[Saved entries]
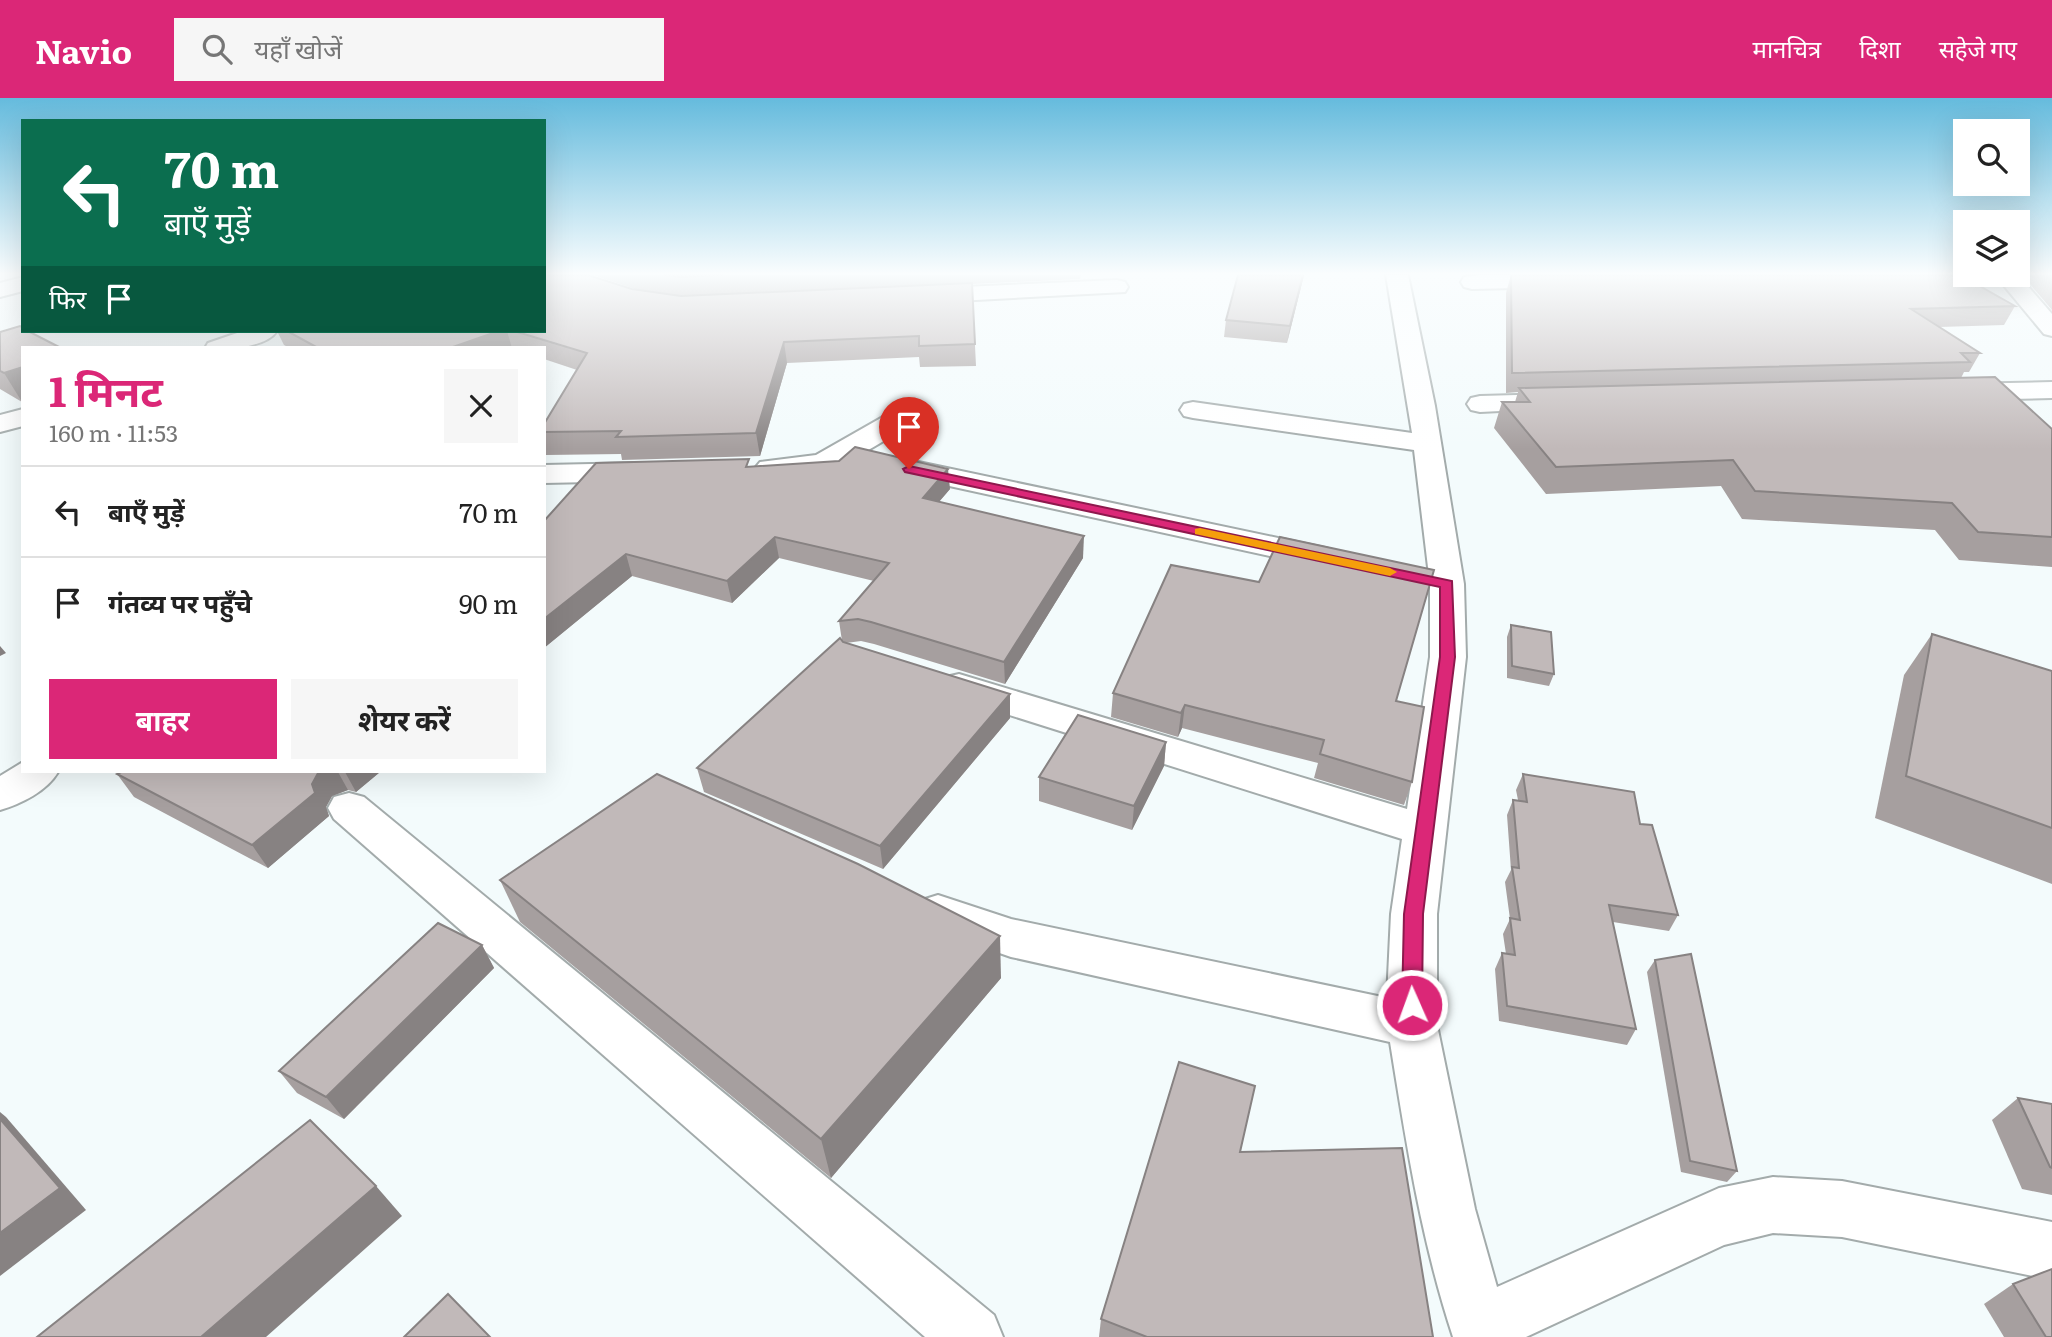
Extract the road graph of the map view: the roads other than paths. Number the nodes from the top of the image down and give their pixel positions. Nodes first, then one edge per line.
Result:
1 (259, 333) edge
2 (1408, 333) edge
3 (223, 346) edge
4 (2052, 390) edge
5 (1926, 393) edge
6 (1578, 402) edge
7 (1480, 404) dead end
8 (1193, 411) dead end
9 (912, 412) dead end
10 (21, 417) edge
11 (0, 425) edge
12 (1428, 444) junction
13 (739, 469) edge
14 (909, 469) edge
15 (670, 471) edge
16 (546, 474) edge
17 (1353, 564) edge
18 (926, 675) edge
19 (36, 773) edge
20 (0, 795) edge
21 (349, 808) dead end
22 (1423, 830) junction
23 (894, 897) edge
24 (1412, 1025) junction
25 (2052, 1251) edge
26 (1483, 1331) edge
27 (972, 1337) edge

1 - 3 street
2 - 12 street
4 - 5 street
6 - 7 street
8 - 12 street
9 - 13 street
10 - 11 street
12 - 22 street
14 - 17 street
15 - 16 street
18 - 22 street
19 - 20 street
21 - 27 street
22 - 24 street
23 - 24 street
24 - 26 street
25 - 26 street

*Activity:* Repeat each entry exactly as given; no pictures belong in the copy.

*Solution to the exercise:*
Extract the road graph of the map view: the roads other than paths. Number the nodes from the top of the image down and give their pixel positions. Nodes first, then one edge per line.
Result:
1 (259, 333) edge
2 (1408, 333) edge
3 (223, 346) edge
4 (2052, 390) edge
5 (1926, 393) edge
6 (1578, 402) edge
7 (1480, 404) dead end
8 (1193, 411) dead end
9 (912, 412) dead end
10 (21, 417) edge
11 (0, 425) edge
12 (1428, 444) junction
13 (739, 469) edge
14 (909, 469) edge
15 (670, 471) edge
16 (546, 474) edge
17 (1353, 564) edge
18 (926, 675) edge
19 (36, 773) edge
20 (0, 795) edge
21 (349, 808) dead end
22 (1423, 830) junction
23 (894, 897) edge
24 (1412, 1025) junction
25 (2052, 1251) edge
26 (1483, 1331) edge
27 (972, 1337) edge

1 - 3 street
2 - 12 street
4 - 5 street
6 - 7 street
8 - 12 street
9 - 13 street
10 - 11 street
12 - 22 street
14 - 17 street
15 - 16 street
18 - 22 street
19 - 20 street
21 - 27 street
22 - 24 street
23 - 24 street
24 - 26 street
25 - 26 street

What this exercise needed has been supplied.